Most antiarrhythmic drugs are grouped into 4 main classes (Vaughan Williams classification) based on their dominant cellular electrophysiologic effect (see Table: Antiarrhythmic Drugs (Vaughan Williams Classification)).

  • Class I: Class I drugs are subdivided into subclasses a, b, and c. Class I drugs are sodium channel blockers (membrane-stabilizing drugs) that block fast sodium channels, slowing conduction in fast-channel tissues (working atrial and ventricular myocytes, His-Purkinje system).

  • Class II: Class II drugs are beta-blockers, which affect predominantly slow-channel tissues (sinoatrial [SA] and atrioventricular [AV] nodes), where they decrease rate of automaticity, slow conduction velocity, and prolong refractoriness.

  • Class III: Class III drugs are primarily potassium channel blockers, which prolong action potential duration and refractoriness in slow- and fast-channel tissues.
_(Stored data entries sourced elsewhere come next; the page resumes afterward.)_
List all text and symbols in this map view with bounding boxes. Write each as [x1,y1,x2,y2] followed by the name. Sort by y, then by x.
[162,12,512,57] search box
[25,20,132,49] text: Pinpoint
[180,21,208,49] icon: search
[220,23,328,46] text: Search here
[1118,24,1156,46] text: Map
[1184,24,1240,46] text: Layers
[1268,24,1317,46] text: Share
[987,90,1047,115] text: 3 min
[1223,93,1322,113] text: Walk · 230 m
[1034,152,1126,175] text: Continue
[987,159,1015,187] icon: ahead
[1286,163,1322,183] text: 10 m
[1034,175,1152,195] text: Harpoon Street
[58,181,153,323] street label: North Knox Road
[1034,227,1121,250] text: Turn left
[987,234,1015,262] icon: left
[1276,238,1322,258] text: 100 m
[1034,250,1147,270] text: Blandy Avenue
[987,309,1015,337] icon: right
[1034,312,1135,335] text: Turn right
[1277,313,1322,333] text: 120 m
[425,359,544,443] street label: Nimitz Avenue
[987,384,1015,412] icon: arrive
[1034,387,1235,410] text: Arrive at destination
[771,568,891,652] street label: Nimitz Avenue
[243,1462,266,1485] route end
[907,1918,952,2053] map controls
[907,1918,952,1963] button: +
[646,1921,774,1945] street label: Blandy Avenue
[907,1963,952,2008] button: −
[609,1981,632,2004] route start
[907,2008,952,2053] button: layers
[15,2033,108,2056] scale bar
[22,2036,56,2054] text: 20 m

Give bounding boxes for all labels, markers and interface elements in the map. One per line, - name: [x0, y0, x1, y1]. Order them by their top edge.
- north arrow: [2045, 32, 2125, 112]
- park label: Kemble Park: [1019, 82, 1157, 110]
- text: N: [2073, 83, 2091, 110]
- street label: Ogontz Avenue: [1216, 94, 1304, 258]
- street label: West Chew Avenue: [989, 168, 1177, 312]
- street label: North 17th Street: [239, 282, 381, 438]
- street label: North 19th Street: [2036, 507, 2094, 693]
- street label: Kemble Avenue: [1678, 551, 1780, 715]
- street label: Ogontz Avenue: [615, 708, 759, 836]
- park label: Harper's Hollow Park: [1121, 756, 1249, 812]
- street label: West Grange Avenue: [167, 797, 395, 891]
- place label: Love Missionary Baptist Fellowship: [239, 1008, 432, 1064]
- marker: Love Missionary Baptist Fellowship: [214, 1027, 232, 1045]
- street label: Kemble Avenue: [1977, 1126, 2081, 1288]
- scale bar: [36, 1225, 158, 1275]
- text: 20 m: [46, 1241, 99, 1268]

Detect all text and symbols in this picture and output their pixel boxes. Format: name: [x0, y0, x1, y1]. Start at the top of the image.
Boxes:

  • Class IV: Class IV drugs are the nondihydropyridine calcium channel blockers, which depress calcium-dependent action potentials in slow-channel tissues and thus decrease the rate of automaticity, slow conduction velocity, and prolong refractoriness.

Digoxin and adenosine are not included in the Vaughan Williams classification. Digoxin shortens atrial and ventricular refractory periods and is vagotonic, thereby prolonging AV nodal conduction and AV nodal refractory periods. Adenosine slows or blocks AV nodal conduction and can terminate tachyarrhythmias that rely upon AV nodal conduction for their perpetuation.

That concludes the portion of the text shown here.